Dass die Ranger nicht nur Freunde haben, lernt ihr aus solch gut geschriebenen Texten.

Das Spiel läuft dafür nunmehr etwas performanter als direkt nach dem Start und präsentiert seine wirklich detaillierten und hübschen Umgebungen in recht stabilen 25 Frames pro Sekunde. Das ist sicher nicht der finale Stand, aber wenigstens ruckelt es schon mal nicht mehr ganz so erbärmlich. Die Details sind aber nicht nur grafischer Natur und hier zeigt sich die alte Schule fast noch mehr als nur im Rundenkampf: Die Texte sind nicht nur gut geschrieben und von morbidem Humor durchzogen, sondern auch ausgesprochen zahlreich. Es gibt Räume, in denen es zwar nichts zu tun gibt, aber ein Dutzend Dinge anguckbar sind und zu allen hält das Spiel seinen kleinen Kommentar bereit. Ich gebe zu, es hätte gerne auch öfter mal was zum Looten geben dürfen. Denn bei der derzeitigen Extremmangelwirtschaft will man nicht lesen, was das für lustige Pflanzen sind, sondern dass sie 20 Trefferpunkte heilen.
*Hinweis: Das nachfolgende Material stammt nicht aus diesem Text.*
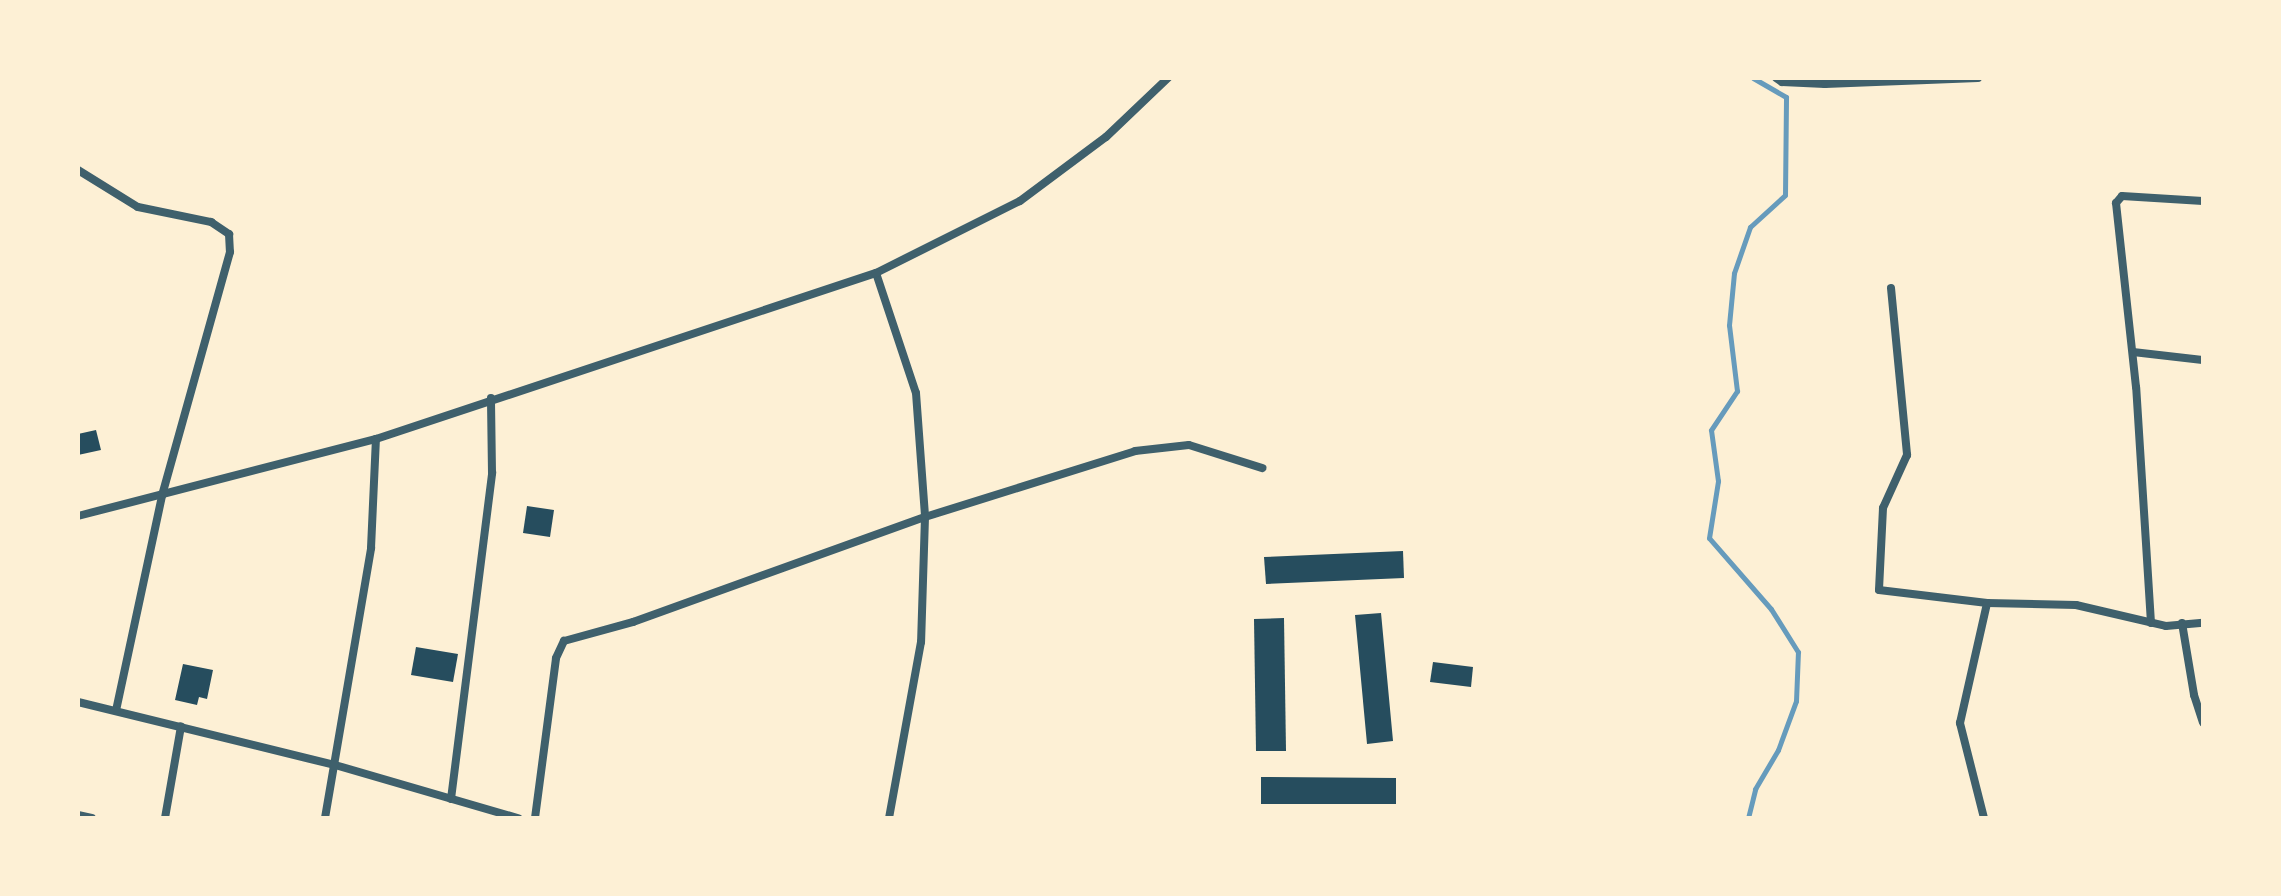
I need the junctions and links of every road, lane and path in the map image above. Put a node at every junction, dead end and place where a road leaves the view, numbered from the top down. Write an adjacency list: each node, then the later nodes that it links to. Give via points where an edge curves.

Ein Plan darf nie zu kompliziert sein.

Die vorgefertigten Charaktere schlagen in die gleiche Kerbe, das Spiel und wahrscheinlich Brian Fargo persönlich erwartet aber insgeheim mit diesen Beispielen nur, dass ihr folgt und bei der detaillierten Erschaffung die gleiche Liebe an den Tag legt. Zahlreiche Werte sind eine Sache - und ihr bestimmt sie alle selbst und sie alle werden scheinbar einen Sinn haben -, eine gute Hintergrundgeschichte eine ganz andere. Warum habt ihr einen chinesischen, kettenrauchenden katholischen Ranger im Dropdown zusammmengeklickt? Wer ist der Kerl eigentlich? So etwas zu wissen, macht das Spiel mit den zahlreichen und sehr geschwätzigen NPCs gleich noch mal lebendiger. Wasteland 2 gelingt der Balanceakt zwischen diesen netten Zügen der alten Garde und einem Gefühl, dass es eben nicht nur ein 'altes' Spiel neu aufgelegt ist, ziemlich gut.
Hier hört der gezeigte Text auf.